XML 21 R10.htm IDEA: XBRL DOCUMENT v3.21.2
BUSINESS COMBINATIONS
9 Months Ended
Sep. 30, 2021
Business Combination and Asset Acquisition [Abstract]  
BUSINESS COMBINATIONS
NOTE 3: BUSINESS COMBINATIONS
On August 13, 2021, we acquired all outstanding stock of A Say Inc. and its subsidiaries ("Say Technologies"). Subsequently, we caused A Say Inc. to merge with each of its three subsidiaries and converted it into a limited liability company under the name Say Technologies LLC, which remains a wholly-owned subsidiary of RHM. New York-based Say Technologies, founded in 2017, is an investor communications and shareholder engagement platform. The acquisition of Say Technologies will allow us to empower retail investors to access their full ownership rights by facilitating proxy and issuer materials delivery and making shareholder voting on corporate matters easier.
The acquisition date fair value of the consideration transferred for Say Technologies was $132.8 million, which consisted of the following:
(in thousands)Fair Value
Cash$132,168 
Share-based compensation awards attributable to pre-combination services639 
Total consideration$132,807 
We entered into holdback agreements with certain employees of Say Technologies for $11.1 million in cash payments, which are contingent upon the continuous service of the employees and treated as post-combination compensation expense over the required service period of three years. For employees of Say Technologies with unvested Say Technologies equity awards, we issued replacement awards under our 2021 Plan (as defined below in Note 13) with an estimated fair value of $6.3 million. Of this
amount, $0.6 million was allocated to the consideration transferred and $5.7 million was allocated to post-combination services and will be expensed as compensation expense over the remaining service periods on a straight-line basis. In addition, we paid $1.9 million to cash-settle certain unvested Say Technologies equity awards, which was treated as post-combination compensation expense and recognized immediately as share-based compensation in our unaudited condensed consolidated statement of operations.

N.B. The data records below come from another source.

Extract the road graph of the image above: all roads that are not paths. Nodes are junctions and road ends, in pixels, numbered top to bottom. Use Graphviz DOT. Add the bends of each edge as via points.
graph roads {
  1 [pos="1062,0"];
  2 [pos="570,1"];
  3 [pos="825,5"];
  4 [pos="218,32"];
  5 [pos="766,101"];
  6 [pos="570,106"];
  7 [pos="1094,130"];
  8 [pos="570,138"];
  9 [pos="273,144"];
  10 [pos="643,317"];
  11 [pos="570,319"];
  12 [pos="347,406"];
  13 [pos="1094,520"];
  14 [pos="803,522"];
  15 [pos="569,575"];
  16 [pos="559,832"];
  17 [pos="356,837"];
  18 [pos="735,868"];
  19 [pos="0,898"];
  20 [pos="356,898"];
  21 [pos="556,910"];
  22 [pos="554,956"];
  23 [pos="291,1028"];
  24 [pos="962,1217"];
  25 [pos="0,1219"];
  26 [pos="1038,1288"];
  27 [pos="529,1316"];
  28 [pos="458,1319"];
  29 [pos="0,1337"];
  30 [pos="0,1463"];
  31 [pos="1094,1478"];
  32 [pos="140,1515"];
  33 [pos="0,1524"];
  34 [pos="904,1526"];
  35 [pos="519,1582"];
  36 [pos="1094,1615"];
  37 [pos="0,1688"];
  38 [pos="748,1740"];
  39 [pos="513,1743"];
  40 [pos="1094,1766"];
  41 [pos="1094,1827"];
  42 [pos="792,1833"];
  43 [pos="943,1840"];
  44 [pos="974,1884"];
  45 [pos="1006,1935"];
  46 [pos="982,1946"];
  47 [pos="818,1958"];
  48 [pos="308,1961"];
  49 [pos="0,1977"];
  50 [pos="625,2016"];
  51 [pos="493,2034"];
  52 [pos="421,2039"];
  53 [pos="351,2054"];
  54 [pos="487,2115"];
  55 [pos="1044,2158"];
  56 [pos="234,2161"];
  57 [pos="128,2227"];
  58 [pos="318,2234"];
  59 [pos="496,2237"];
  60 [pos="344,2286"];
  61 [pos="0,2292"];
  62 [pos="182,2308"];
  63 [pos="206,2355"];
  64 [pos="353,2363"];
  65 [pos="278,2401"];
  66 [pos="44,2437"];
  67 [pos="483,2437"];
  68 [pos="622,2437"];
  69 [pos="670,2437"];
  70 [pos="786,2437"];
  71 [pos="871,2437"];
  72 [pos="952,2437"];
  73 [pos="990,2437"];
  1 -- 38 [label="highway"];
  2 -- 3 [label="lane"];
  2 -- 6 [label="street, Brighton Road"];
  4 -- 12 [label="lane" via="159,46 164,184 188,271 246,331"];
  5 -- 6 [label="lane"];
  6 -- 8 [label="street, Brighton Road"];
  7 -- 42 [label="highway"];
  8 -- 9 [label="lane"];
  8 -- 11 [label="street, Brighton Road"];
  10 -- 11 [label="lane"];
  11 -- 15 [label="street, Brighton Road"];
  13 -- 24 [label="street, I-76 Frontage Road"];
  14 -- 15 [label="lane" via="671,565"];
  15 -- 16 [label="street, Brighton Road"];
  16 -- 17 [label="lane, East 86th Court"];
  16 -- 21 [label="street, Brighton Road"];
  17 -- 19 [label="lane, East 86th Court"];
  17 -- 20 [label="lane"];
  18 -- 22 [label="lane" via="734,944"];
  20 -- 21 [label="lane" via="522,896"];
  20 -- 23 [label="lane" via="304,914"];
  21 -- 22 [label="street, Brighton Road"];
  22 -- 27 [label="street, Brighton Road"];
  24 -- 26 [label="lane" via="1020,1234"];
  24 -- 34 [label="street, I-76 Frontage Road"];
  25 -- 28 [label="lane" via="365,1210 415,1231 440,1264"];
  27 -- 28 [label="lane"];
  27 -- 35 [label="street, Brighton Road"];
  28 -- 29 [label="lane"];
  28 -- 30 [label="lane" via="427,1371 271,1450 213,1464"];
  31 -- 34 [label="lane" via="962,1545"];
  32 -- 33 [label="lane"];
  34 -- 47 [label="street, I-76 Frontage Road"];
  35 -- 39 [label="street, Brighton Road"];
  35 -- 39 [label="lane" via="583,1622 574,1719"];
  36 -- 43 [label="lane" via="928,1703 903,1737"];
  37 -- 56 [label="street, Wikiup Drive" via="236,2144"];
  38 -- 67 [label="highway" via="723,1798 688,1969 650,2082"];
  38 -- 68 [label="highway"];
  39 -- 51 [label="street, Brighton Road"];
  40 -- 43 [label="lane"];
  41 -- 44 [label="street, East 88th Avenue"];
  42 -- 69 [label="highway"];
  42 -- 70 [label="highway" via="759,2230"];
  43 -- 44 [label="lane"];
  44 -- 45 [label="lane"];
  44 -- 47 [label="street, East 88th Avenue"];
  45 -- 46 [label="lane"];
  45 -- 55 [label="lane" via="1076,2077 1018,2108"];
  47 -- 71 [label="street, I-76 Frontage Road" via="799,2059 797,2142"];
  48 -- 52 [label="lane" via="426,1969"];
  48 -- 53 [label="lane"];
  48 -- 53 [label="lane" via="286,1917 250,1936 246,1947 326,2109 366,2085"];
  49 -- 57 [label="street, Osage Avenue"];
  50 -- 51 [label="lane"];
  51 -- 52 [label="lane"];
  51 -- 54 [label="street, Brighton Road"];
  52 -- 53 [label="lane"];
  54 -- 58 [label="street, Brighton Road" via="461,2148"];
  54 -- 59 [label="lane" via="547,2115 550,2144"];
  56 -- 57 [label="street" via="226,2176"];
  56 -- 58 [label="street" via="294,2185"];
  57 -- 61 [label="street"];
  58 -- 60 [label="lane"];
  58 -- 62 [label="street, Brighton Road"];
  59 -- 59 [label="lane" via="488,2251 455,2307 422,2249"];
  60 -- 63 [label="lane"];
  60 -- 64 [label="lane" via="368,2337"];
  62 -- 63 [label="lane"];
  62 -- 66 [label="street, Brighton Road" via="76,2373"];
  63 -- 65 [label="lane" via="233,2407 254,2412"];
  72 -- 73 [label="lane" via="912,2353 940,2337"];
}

Transaction costs associated with the acquisition, which included legal, due diligence, and other professional fees, were not material.
The purchase price allocation is based on a preliminary valuation and subject to revision as more detailed analyses are completed and additional information about the fair value of assets acquired and liabilities assumed becomes available, including certain tax matters, during the measurement period (up to one year from the acquisition date). The following table summarizes the preliminary fair value of assets acquired and liabilities assumed as of the date of acquisition:
(in thousands)Fair Value
Cash and cash equivalents$15,412 
Accounts receivable1,704 
Goodwill93,094 
Intangible assets34,600 
Other current assets192 
Accounts payable, accrued expenses and other current liabilities(9,354)
Deferred tax liability(2,841)
Net assets acquired$132,807 
The excess of purchase consideration over the fair value of net tangible and identifiable intangible assets acquired was recorded as goodwill, which is not deductible for tax purposes. Goodwill is primarily attributed to the assembled workforce of Say Technologies and anticipated operational synergies. The fair values assigned to tangible and identifiable intangible assets acquired and liabilities assumed are based on management’s estimates and assumptions at the time of acquisition. The following table sets forth the components of identifiable intangible assets acquired and their estimated useful lives as of the date of acquisition:
(in thousands, except years)Fair ValueUseful Life
Developed technology$22,000 3
Customer relationships12,000 10
Trade names600 3
Total$34,600 
The overall weighted average useful life of the identified amortizable intangible assets acquired is five years. The estimated fair value of the intangible assets acquired approximate the amounts a market participant would pay for these intangible assets as of August 13, 2021. We used the replacement cost method to estimate the fair value of developed technology and the relief from royalty method to estimate the fair value of trade names. A multi-period excess earnings method was used to estimate the fair value of customer relationships.
Tangible net assets were valued at their respective carrying amounts as of the acquisition date, as these amounts approximated fair value.
Results of operations of Say Technologies were included in our results since the date of acquisition and were not material for the period ended September 30, 2021. Pro forma results of operations for Say Technologies have not been presented as the effect of this acquisition was not material.